Work item:
Please give the count of lines below with the string "Lamiani" in them, and no other words.

(Collected data)
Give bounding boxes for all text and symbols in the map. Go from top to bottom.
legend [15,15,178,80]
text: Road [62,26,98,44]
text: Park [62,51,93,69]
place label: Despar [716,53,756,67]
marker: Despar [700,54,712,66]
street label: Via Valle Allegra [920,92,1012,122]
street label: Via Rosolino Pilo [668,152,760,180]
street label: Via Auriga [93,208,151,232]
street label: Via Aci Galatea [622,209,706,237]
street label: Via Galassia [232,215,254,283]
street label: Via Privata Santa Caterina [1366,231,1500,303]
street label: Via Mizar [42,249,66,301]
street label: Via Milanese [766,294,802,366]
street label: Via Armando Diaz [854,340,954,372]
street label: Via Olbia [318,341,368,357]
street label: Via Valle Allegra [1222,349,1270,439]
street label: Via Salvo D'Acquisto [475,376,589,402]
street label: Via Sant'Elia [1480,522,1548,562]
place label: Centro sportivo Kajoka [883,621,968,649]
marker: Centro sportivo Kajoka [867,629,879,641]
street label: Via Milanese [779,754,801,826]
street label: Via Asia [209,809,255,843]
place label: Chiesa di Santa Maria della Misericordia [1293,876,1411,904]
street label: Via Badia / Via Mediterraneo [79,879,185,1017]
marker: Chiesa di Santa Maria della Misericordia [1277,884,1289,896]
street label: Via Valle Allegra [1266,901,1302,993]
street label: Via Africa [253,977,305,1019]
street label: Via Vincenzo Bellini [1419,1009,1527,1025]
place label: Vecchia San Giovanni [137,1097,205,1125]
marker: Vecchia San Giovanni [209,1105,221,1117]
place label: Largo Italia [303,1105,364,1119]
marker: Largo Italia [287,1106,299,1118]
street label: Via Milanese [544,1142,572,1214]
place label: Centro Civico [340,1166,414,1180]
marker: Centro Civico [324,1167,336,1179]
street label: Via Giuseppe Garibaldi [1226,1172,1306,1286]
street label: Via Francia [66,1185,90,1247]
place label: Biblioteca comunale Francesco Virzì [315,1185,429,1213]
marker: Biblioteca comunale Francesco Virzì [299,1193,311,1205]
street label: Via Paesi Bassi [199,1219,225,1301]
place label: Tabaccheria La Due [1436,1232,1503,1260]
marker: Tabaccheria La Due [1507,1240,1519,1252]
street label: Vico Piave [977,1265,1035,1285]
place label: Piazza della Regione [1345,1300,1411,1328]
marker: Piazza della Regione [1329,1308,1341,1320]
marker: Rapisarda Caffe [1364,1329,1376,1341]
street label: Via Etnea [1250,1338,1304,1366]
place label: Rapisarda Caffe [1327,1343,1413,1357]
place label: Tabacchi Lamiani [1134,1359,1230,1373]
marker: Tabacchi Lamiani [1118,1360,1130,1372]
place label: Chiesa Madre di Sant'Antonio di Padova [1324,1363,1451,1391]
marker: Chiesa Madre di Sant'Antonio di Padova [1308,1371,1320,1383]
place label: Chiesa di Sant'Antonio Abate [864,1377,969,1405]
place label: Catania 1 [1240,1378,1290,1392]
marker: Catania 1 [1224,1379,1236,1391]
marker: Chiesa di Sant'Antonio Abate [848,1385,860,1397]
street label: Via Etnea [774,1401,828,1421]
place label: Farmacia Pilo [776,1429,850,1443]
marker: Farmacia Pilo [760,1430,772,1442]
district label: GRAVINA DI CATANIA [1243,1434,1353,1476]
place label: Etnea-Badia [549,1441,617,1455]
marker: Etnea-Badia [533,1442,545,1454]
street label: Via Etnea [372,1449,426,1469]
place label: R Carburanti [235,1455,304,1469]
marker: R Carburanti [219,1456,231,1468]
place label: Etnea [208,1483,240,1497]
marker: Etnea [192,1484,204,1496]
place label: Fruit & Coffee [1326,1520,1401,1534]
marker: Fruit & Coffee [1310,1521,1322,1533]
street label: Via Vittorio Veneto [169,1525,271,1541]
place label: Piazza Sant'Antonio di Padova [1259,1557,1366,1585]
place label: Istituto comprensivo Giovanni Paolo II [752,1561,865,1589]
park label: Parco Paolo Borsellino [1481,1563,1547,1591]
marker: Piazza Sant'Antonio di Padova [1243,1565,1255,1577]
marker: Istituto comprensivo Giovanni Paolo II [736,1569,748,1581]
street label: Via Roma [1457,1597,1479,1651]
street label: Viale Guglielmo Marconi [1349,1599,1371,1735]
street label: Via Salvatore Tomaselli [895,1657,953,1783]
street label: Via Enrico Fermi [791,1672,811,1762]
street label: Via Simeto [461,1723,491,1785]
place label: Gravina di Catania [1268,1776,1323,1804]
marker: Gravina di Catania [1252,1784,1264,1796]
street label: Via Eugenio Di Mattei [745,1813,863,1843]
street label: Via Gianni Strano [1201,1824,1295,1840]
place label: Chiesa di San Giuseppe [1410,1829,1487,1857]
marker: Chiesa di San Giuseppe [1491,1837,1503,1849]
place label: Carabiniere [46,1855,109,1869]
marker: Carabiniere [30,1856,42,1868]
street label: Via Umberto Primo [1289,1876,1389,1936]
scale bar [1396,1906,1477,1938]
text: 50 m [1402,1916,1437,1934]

Solution for this task:
2